### Data in this exercise
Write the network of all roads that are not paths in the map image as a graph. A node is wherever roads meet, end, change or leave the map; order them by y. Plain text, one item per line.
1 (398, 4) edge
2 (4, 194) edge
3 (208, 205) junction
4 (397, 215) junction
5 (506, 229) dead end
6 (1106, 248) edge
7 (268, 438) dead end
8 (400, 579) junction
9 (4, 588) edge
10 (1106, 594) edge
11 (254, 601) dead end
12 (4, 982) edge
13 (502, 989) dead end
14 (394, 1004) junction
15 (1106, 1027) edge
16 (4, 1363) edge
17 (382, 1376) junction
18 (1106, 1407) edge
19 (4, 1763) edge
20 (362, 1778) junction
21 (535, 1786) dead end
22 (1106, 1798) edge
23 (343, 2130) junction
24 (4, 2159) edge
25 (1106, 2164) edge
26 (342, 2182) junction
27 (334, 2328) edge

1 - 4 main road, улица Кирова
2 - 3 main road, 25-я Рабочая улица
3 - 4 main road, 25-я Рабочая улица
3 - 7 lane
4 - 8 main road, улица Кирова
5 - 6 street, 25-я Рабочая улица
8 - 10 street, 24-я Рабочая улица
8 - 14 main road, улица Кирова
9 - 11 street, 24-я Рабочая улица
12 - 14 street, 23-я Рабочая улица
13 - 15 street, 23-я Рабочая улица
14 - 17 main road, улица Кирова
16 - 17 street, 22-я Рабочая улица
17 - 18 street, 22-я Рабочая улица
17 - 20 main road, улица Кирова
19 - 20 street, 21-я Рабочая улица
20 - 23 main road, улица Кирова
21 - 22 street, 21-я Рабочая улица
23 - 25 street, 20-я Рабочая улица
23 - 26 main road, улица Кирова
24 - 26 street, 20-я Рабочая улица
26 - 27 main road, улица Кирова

### Your goal
Would you restate all of the material, word for word?

### Exercise result
Write the network of all roads that are not paths in the map image as a graph. A node is wherever roads meet, end, change or leave the map; order them by y. Plain text, one item per line.
1 (398, 4) edge
2 (4, 194) edge
3 (208, 205) junction
4 (397, 215) junction
5 (506, 229) dead end
6 (1106, 248) edge
7 (268, 438) dead end
8 (400, 579) junction
9 (4, 588) edge
10 (1106, 594) edge
11 (254, 601) dead end
12 (4, 982) edge
13 (502, 989) dead end
14 (394, 1004) junction
15 (1106, 1027) edge
16 (4, 1363) edge
17 (382, 1376) junction
18 (1106, 1407) edge
19 (4, 1763) edge
20 (362, 1778) junction
21 (535, 1786) dead end
22 (1106, 1798) edge
23 (343, 2130) junction
24 (4, 2159) edge
25 (1106, 2164) edge
26 (342, 2182) junction
27 (334, 2328) edge

1 - 4 main road, улица Кирова
2 - 3 main road, 25-я Рабочая улица
3 - 4 main road, 25-я Рабочая улица
3 - 7 lane
4 - 8 main road, улица Кирова
5 - 6 street, 25-я Рабочая улица
8 - 10 street, 24-я Рабочая улица
8 - 14 main road, улица Кирова
9 - 11 street, 24-я Рабочая улица
12 - 14 street, 23-я Рабочая улица
13 - 15 street, 23-я Рабочая улица
14 - 17 main road, улица Кирова
16 - 17 street, 22-я Рабочая улица
17 - 18 street, 22-я Рабочая улица
17 - 20 main road, улица Кирова
19 - 20 street, 21-я Рабочая улица
20 - 23 main road, улица Кирова
21 - 22 street, 21-я Рабочая улица
23 - 25 street, 20-я Рабочая улица
23 - 26 main road, улица Кирова
24 - 26 street, 20-я Рабочая улица
26 - 27 main road, улица Кирова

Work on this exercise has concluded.